FAIRFIELD – Solano County supervisors on Tuesday could extend a temporary ban on new, commercial-scale solar and wind energy projects for another year.

The county has a policy of supporting renewable energy projects and has allowed several hundred mammoth, electricity generating wind turbines in the rural Montezuma Hills. But the Board of Supervisors passed a 45-day temporary ban in November 2013 and a 10-month ban in December 2013.

Supervisors wanted to buy time to sort out how new projects might affect Travis Air Force Base and agriculture. They’ll decide whether to stay the course when they meet at 9 a.m. at the county Government Center, 675 Texas St.

The county Airport Land Use Commission is overseeing a Travis Air Force Base Land Use Compatibility Plan update that is to be finished in September 2015. That update is to look at some issues that have come up in recent years concerning large renewable energy projects and the base.

Base officials in 2007 revealed that the spinning turbines in the Montezuma Hills can affect base radar. Wind companies and the base worked on solutions that allowed continued wind energy development, but the question remains how many more turbines can be erected before radar problems arise.

Gestamp Solar in 2013 proposed building a 154-acre solar energy facility on farmland 2 miles north of Travis Air Force Base. Base officials said that glare from a large number of solar panels could affect aviation.

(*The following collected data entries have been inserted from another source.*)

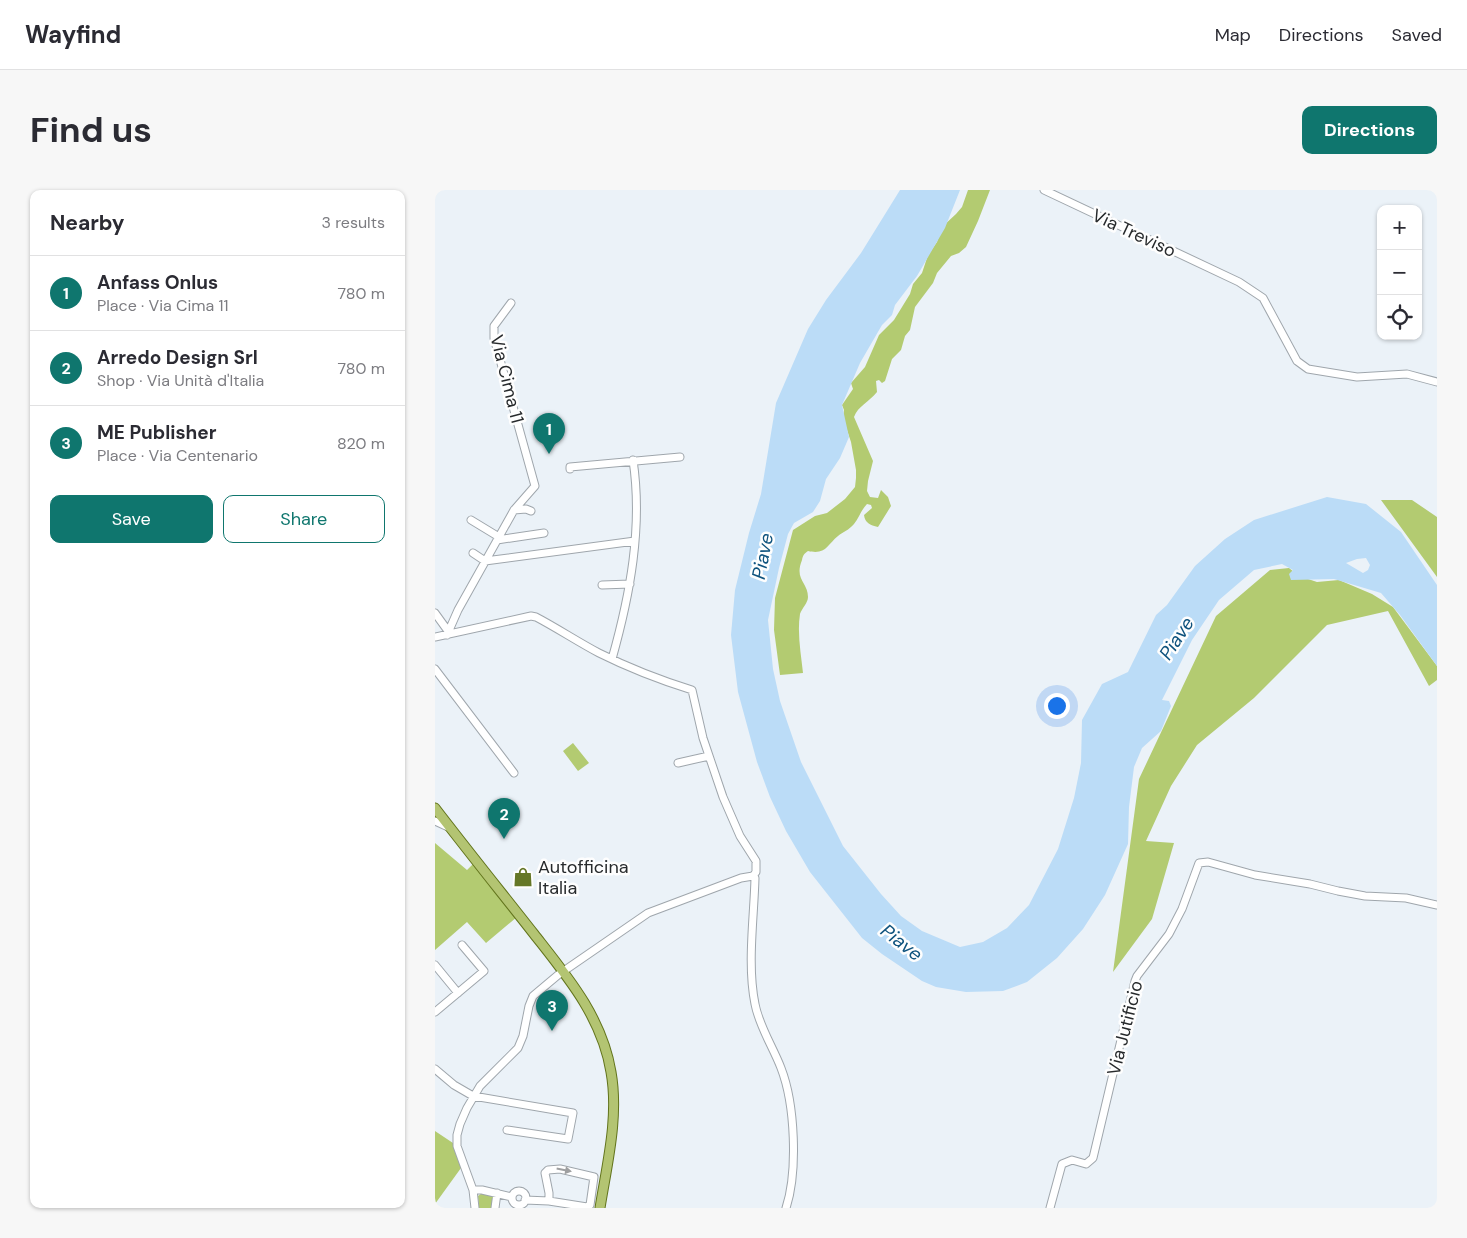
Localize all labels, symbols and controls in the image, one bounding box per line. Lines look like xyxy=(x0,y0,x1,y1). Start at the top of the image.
text: Wayfind xyxy=(25,19,121,50)
text: Map xyxy=(1215,23,1251,47)
text: Directions xyxy=(1279,23,1364,47)
text: Saved xyxy=(1392,23,1442,47)
button: Directions xyxy=(1302,106,1437,154)
text: Find us xyxy=(30,107,152,153)
street label: Via Treviso xyxy=(1088,203,1180,263)
map controls xyxy=(1377,205,1422,340)
button: + xyxy=(1377,205,1422,250)
text: Nearby xyxy=(50,209,124,237)
text: 3 results xyxy=(322,212,385,233)
button: − xyxy=(1377,250,1422,295)
text: Anfass Onlus xyxy=(97,270,218,295)
text: 1 xyxy=(63,283,69,304)
text: 780 m xyxy=(338,283,385,304)
text: Place · Via Cima 11 xyxy=(97,295,229,316)
button: locate xyxy=(1377,295,1422,340)
street label: Via Cima 11 xyxy=(484,332,530,426)
text: Arredo Design Srl xyxy=(97,345,258,370)
text: 2 xyxy=(61,358,71,379)
text: 780 m xyxy=(338,358,385,379)
text: Shop · Via Unità d'Italia xyxy=(97,370,264,391)
pin: 1 xyxy=(533,413,565,454)
text: ME Publisher xyxy=(97,420,217,445)
text: 3 xyxy=(61,433,71,454)
text: 820 m xyxy=(337,433,385,454)
text: Place · Via Centenario xyxy=(97,445,258,466)
button: Save xyxy=(50,495,213,543)
button: Share xyxy=(223,495,385,543)
water label: Piave xyxy=(746,531,779,581)
water label: Piave xyxy=(1153,612,1200,665)
your location xyxy=(1044,693,1070,719)
pin: 2 xyxy=(488,798,520,839)
place label: Autofficina Italia xyxy=(538,855,629,900)
shop icon: Autofficina Italia xyxy=(512,866,534,888)
water label: Piave xyxy=(876,918,928,967)
street label: Via Jutificio xyxy=(1102,978,1148,1078)
pin: 3 xyxy=(536,990,568,1031)
one-way arrow xyxy=(556,1166,571,1174)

Supervisors also wanted to explore establishing policies for commercial-scale solar facilities in relation to farming, especially when large expanses of solar panels are proposed to cover prime farmland. Agriculture is a $348-million-a-year industry in the county, according to the latest county crop report.

The county’s Agricultural Advisory Committee is exploring commercial-scale solar energy facility policies that could be ready for county Planning Commission consideration in a few months, a county report said.

Yet another factor in the county’s temporary ban is the opening in 2013 of a Travis Air Force Base C-17 assault landing strip on the east side of the base. Jets using the strip practice low-altitude maneuvers that could be used while landing and taking off under fire in areas of the world such as Afghanistan.

The temporary ban also prohibits new wireless communications facilities that are more than 200 feet tall.

Two parties have approached the county about having exceptions to the temporary ban, should the board decide to renew it, a county report said. County planning officials want guidance from the Board of Supervisors.

SolAgra has approached the county about building a $2.5 billion, 3.5-square-mile solar energy project on Ryer Island in the Sacramento-San Joaquin Delta. It wants permission to proceed with a pilot project on the island to show that crops can grow and harvesting equipment can be run under the solar panels.

This pilot project would have solar panels put up on 2.5 acres, with another 5 acres being farmed without panels as a control group. Researchers from the University of California, Davis would supervise the project. The research area would include modular offices and a parking area.

NextEra Energy wants to replace a fire-damaged wind turbine in the Montezuma Hills. However, the model of the damaged turbine is no longer being manufactured and the proposed new turbine would be taller, 440 feet compared to 351 feet from base to the top of an upturned blade, the county report said.

Travis Air Force Base officials have said that the proposed exceptions wouldn’t conflict with base operations, the report said.

If supervisors want to proceed, they could vote on the proposed exceptions late this month or in November.